Nordhausen, StadtLandMobilität

Nordhausen, StadtLandMobilität

Kooperative Mobilität: StadtLand erprobt neue Verbindungen

Ein umfassender Ressourcenschutz wird das Gesicht von Stadt und Land(schaft) langfristig verändern. Wie diese Veränderungen aussehen können, erarbeitet beispielhaft die Stadt Nordhausen mit dem Landkreis Nordhausen, der Städtischen Wohnungsbaugesellschaft Nordhausen (SWG), der Hochschule Nordhausen und einer Vielzahl an lokalen Akteur:innen. In unterschiedlichen Kooperationen und zu verschiedenen Themen werden seitdem vier Nordhäuser Vorhaben entwickelt: der klimagerechte Stadtumbau des Plattenbauquartiers Nordhausen Nord, die modellhafte Nachverdichtung des Altstadtquartiers Altendorfer Kirchviertel, die Erarbeitung eines Klima-Gestaltungsplans als ein neues informelles Planungsinstrument sowie die Entwicklung eines integrierten Mobilitätskonzeptes für Stadt und Landkreis.

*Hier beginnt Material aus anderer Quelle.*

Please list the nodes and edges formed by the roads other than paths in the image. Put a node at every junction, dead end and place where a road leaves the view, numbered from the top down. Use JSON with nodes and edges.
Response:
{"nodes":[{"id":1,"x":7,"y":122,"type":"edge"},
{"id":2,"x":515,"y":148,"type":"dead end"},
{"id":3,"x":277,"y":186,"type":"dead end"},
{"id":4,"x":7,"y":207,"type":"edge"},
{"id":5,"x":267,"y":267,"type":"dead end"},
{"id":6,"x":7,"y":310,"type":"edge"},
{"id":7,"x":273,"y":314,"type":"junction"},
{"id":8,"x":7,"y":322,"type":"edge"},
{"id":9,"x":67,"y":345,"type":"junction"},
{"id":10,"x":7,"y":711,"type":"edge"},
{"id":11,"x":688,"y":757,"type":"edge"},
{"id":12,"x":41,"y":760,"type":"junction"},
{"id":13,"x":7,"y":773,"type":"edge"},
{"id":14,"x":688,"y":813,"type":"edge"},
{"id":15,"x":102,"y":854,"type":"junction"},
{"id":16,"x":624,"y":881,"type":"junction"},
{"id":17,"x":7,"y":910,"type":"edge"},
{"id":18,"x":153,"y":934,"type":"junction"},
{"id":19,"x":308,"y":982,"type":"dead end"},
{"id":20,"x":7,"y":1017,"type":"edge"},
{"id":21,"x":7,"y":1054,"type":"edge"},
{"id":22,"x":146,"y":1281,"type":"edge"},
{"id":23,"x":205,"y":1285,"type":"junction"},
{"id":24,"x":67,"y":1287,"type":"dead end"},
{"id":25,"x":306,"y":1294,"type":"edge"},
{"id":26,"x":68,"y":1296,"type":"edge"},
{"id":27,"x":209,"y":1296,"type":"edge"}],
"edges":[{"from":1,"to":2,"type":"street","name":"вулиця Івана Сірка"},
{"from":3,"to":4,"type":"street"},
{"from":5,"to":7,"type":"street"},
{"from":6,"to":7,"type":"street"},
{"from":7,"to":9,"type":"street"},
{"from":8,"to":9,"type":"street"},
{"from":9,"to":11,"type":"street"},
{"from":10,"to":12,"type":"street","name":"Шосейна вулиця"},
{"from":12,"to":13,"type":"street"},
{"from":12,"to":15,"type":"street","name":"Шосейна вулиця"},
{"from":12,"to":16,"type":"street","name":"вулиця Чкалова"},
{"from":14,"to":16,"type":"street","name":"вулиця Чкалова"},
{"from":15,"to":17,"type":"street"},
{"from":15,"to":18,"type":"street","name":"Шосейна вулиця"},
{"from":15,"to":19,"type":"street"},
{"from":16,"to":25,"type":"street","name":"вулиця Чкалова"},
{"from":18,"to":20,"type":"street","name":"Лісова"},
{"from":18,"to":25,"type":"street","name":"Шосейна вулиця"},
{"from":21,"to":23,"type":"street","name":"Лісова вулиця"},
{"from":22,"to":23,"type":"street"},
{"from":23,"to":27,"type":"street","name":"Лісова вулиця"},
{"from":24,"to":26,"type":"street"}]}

Nachhaltige Mobilität für StadtLand Nordhausen

Die Organisation einer nachhaltigen Mobilität ist vor allem für eine ländlich geprägte Region wie Nordhausen eine Herausforderung. Stadtentwicklung vor dem Hintergrund der Mobilitätswende zu entwickeln, ist deshalb seit Jahren fester Bestandteil der Zukunftsgestaltung.

Im Rahmen eines Zukunftsstadt-Prozesses im Jahr 2015/16 wurden zur Stabilisierung der Mobilität im ländlichen Raum und als Katalysator für den Umstieg vom Auto zu einer Mehrnutzung des ÖPNV hin alternative Finanzierungsmöglichkeiten des ÖPNV wie z.B. das Bürgerticket diskutiert. Besonders die Umstellung auf Elektrobusse im Stadtverkehr sowie der komplett elektrische Betrieb der Combino-Duo-Straßenbahn werden seitdem verfolgt. Parallel soll in Kooperation mit dem Verkehrsverbund Mittelthüringen das eTicket in Nordhausen eingeführt werden. Die Stadt Nordhausen hat sich außerdem das Ziel gesetzt, die CO2-Emissionen zu reduzieren.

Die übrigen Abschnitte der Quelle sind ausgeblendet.